## Problem to solve:
All of the entries must be reproduced exactly, with no images carried over.

(Data extracted from a collection)
++++++++

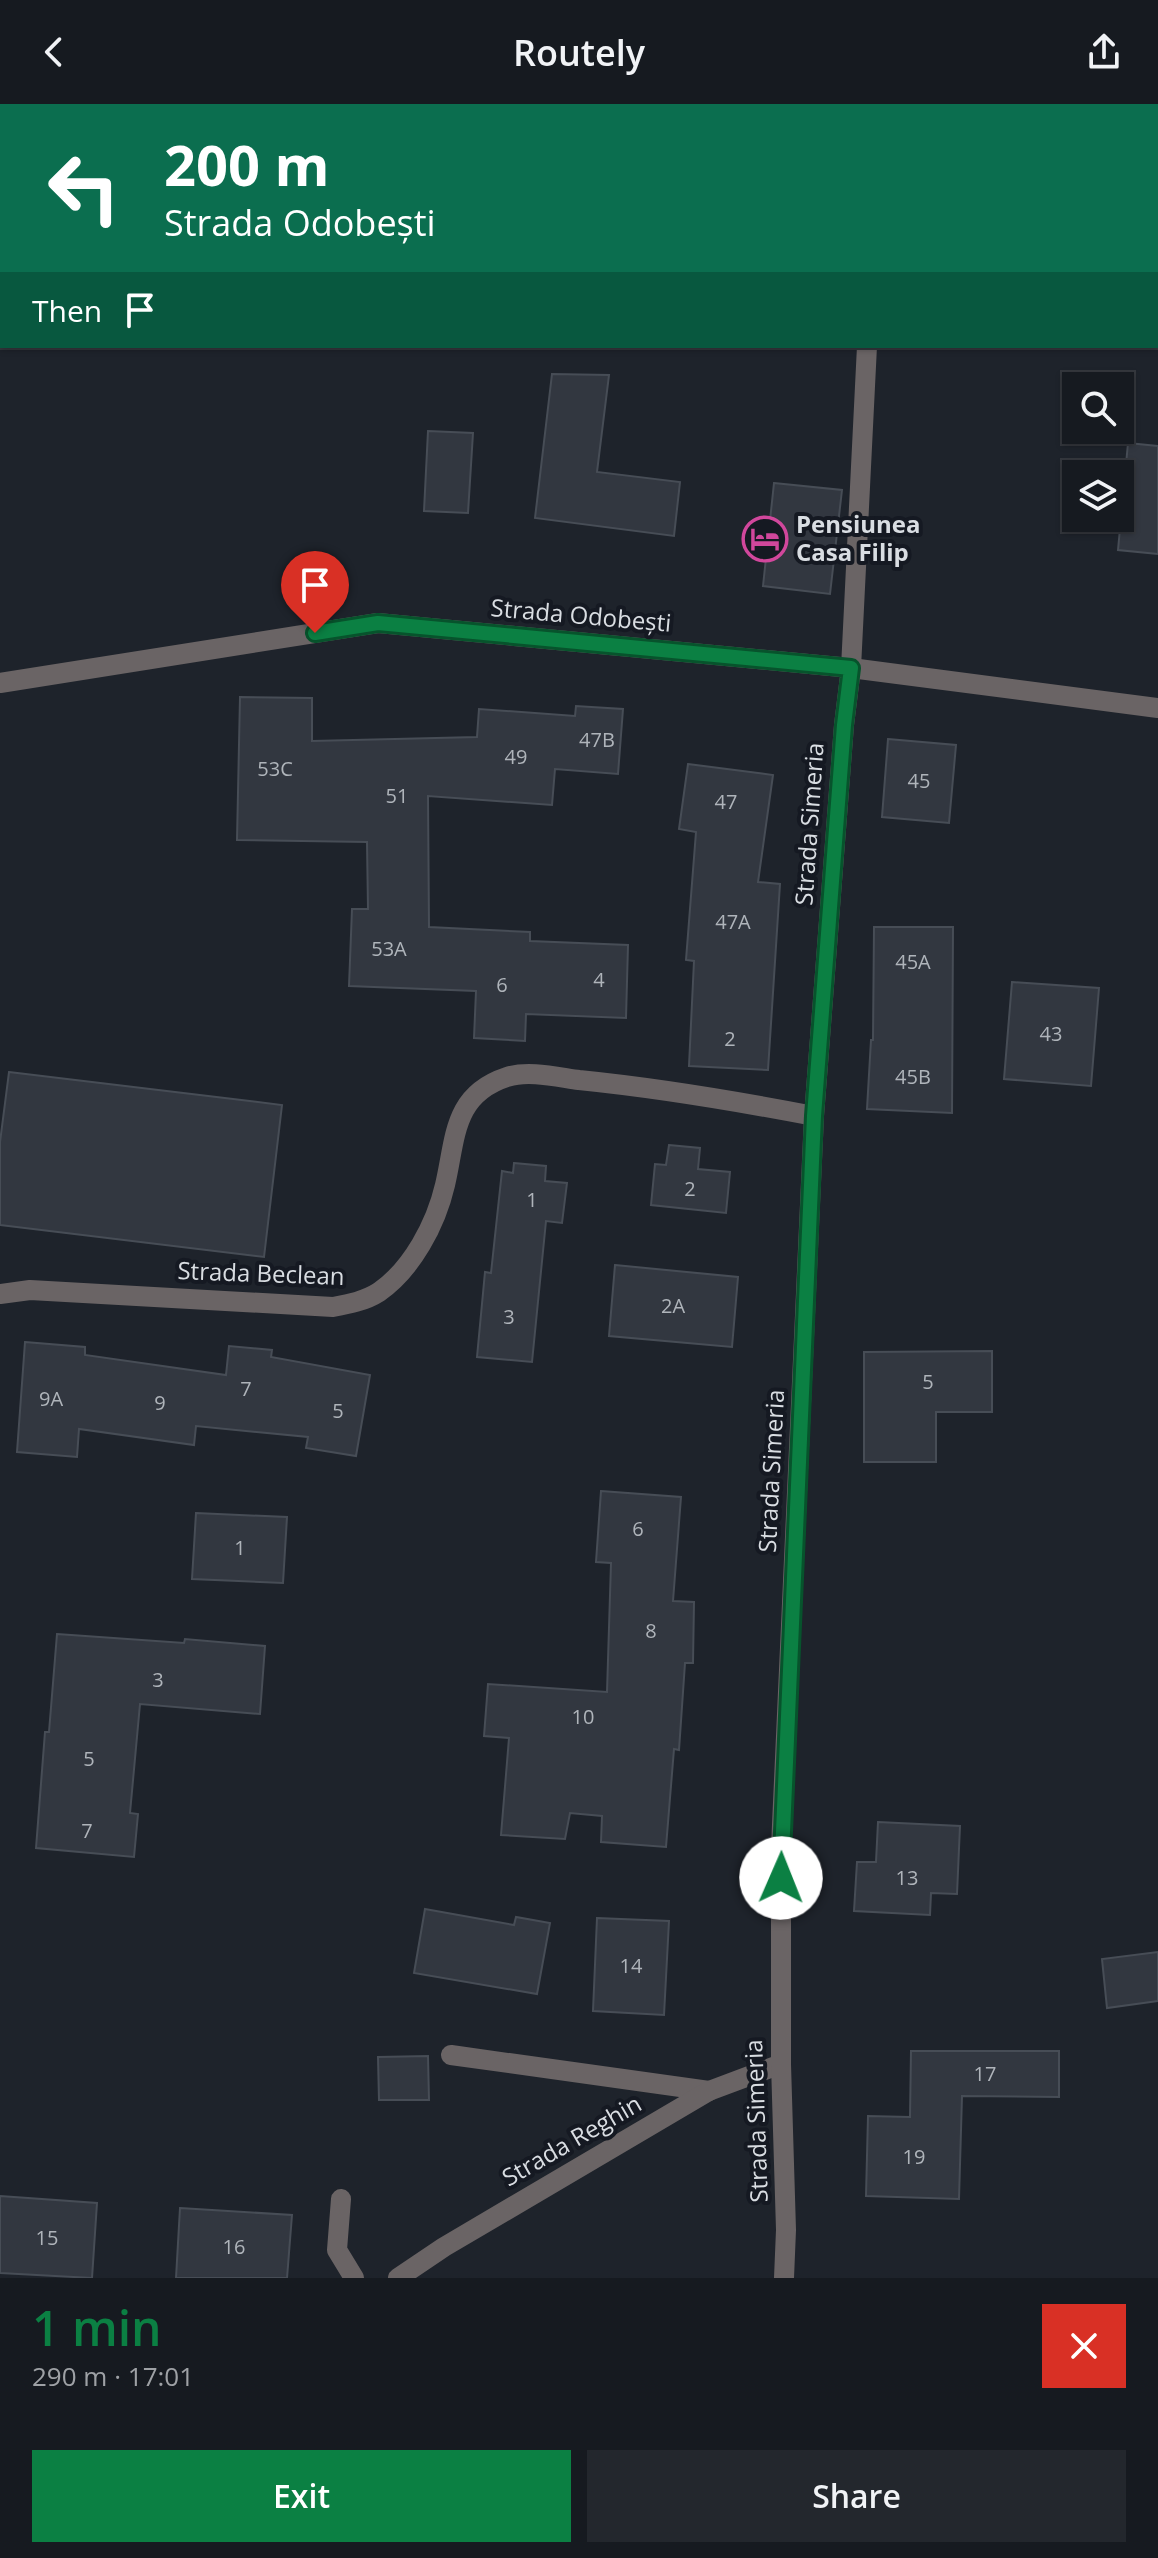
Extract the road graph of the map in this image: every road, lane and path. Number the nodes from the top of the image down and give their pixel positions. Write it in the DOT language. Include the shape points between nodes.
graph roads {
  1 [pos="867,348"];
  2 [pos="851,668"];
  3 [pos="0,683"];
  4 [pos="1158,708"];
  5 [pos="814,1116"];
  6 [pos="0,1294"];
  7 [pos="451,2055"];
  8 [pos="781,2064"];
  9 [pos="709,2091"];
  10 [pos="341,2199"];
  11 [pos="354,2278"];
  12 [pos="398,2278"];
  13 [pos="784,2278"];
  1 -- 2 [label="street, Strada Simeria"];
  2 -- 3 [label="street, Strada Odobești" via="378,623"];
  2 -- 4 [label="street, Strada Odobești"];
  2 -- 5 [label="street, Strada Simeria"];
  5 -- 6 [label="street, Strada Beclean" via="595,1081 510,1076 474,1095 454,1134 432,1226 396,1277 358,1302 333,1307 30,1290"];
  5 -- 8 [label="street, Strada Simeria" via="781,1847"];
  7 -- 9 [label="street"];
  8 -- 9 [label="street, Strada Reghin"];
  8 -- 13 [label="street, Strada Simeria"];
  9 -- 12 [label="street, Strada Reghin"];
  10 -- 11 [label="street" via="337,2250"];
}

++++++++

## Final answer:
Extract the road graph of the map in this image: every road, lane and path. Number the nodes from the top of the image down and give their pixel positions. Write it in the DOT language. Include the shape points between nodes.
graph roads {
  1 [pos="867,348"];
  2 [pos="851,668"];
  3 [pos="0,683"];
  4 [pos="1158,708"];
  5 [pos="814,1116"];
  6 [pos="0,1294"];
  7 [pos="451,2055"];
  8 [pos="781,2064"];
  9 [pos="709,2091"];
  10 [pos="341,2199"];
  11 [pos="354,2278"];
  12 [pos="398,2278"];
  13 [pos="784,2278"];
  1 -- 2 [label="street, Strada Simeria"];
  2 -- 3 [label="street, Strada Odobești" via="378,623"];
  2 -- 4 [label="street, Strada Odobești"];
  2 -- 5 [label="street, Strada Simeria"];
  5 -- 6 [label="street, Strada Beclean" via="595,1081 510,1076 474,1095 454,1134 432,1226 396,1277 358,1302 333,1307 30,1290"];
  5 -- 8 [label="street, Strada Simeria" via="781,1847"];
  7 -- 9 [label="street"];
  8 -- 9 [label="street, Strada Reghin"];
  8 -- 13 [label="street, Strada Simeria"];
  9 -- 12 [label="street, Strada Reghin"];
  10 -- 11 [label="street" via="337,2250"];
}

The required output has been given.